CATALANO, SUSAN M
COGNITION THERAPEUTICS, INC.
Phase 1 safety trial for CT1812, a novel small molecule therapeutic targeting a synaptic receptor for Abeta oligomers
Alzheimer's disease & other dementias
Acquired Cognitive Impairment... Aging... Alzheimer's Disease... Alzheimer's Disease including Alzheimer's Disease Related Dementias (AD/ADRD)... Brain Disorders... Clinical Research... Clinical Research - Extramural... Clinical Trials and Supportive Activities... Dementia... Neurodegenerative... Neurosciences... Translational Research
? DESCRIPTION (provided by applicant): Cognition Therapeutics Inc. (CogRx) has discovered CT1812, a novel oligomer receptor antagonist that is the only drug candidate demonstrated to prevent and displace binding of Abeta oligomers to receptors on brain cells.

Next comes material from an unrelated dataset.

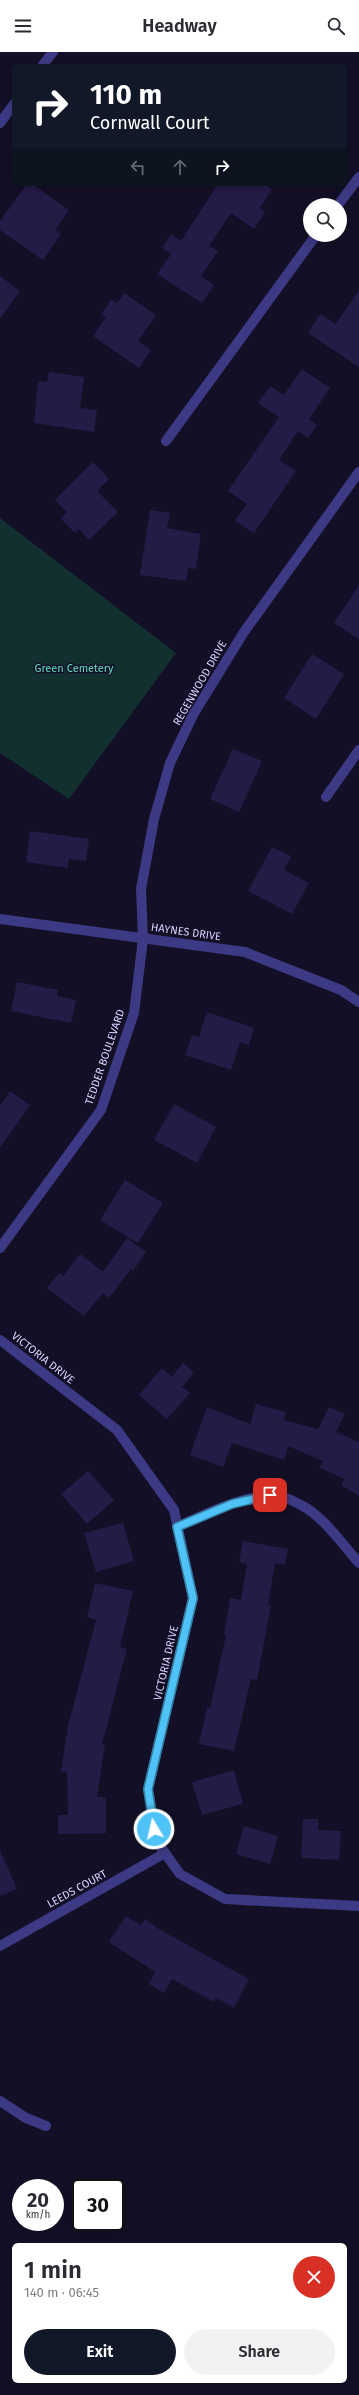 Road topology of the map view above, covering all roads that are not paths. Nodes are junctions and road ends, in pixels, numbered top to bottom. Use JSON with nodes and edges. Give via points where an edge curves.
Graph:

By stopping the initiating event in the Abeta oligomer cascade, this first-in-class drug candidate completely blocks downstream synaptotoxicity and restores memory to normal in aged transgenic mouse models of Alzheimer’s disease. CT1812 is an orally administered lipophilic isoindoline formulated as a fumarate salt that is rapidly absorbed and highly brain penetrant. It displaces receptor-bound Abeta oligomers by allosterically antagonizing the sigma-2/PGRMC1 receptor (Izzo et al., 2014a, b). CT1812 thus represents the first disease-modifying therapeutic that will test the oligomer hypothesis of Alzheimer’s disease. Such a drug candidate would significantly impact the lives of the 35 million patients worldwide suffering from AD and MCI, for whom no disease-modifying treatment exists. This application proposes to assess the safety and pharmacokinetics of oral doses of CT1812 in a Phase I clinical trial in healthy volunteers. Successful completion of this Phase I safety trial will lay the groundwork for future studies of CT1812 in Alzheimer’s patients.
PUBLIC HEALTH RELEVANCE: Cognition Therapeutics Inc. has discovered a drug candidate that promises to stop and even reverse the memory loss in Alzheimer’s disease. This drug candidate, CT1812, works by a completely novel mechanism to stop the binding of toxic proteins that build up in the brains of Alzheimer’s patients known as Abeta oligomers. We are requesting funding support to begin clinical trials of this drug candidate in humans in order to measure its safety. Such a drug candidate would significantly impact the lives of the 35 million patients worldwide suffering from Alzheimer’s disease and Mild Cognitive Impairment, for whom no disease-modifying treatment exists.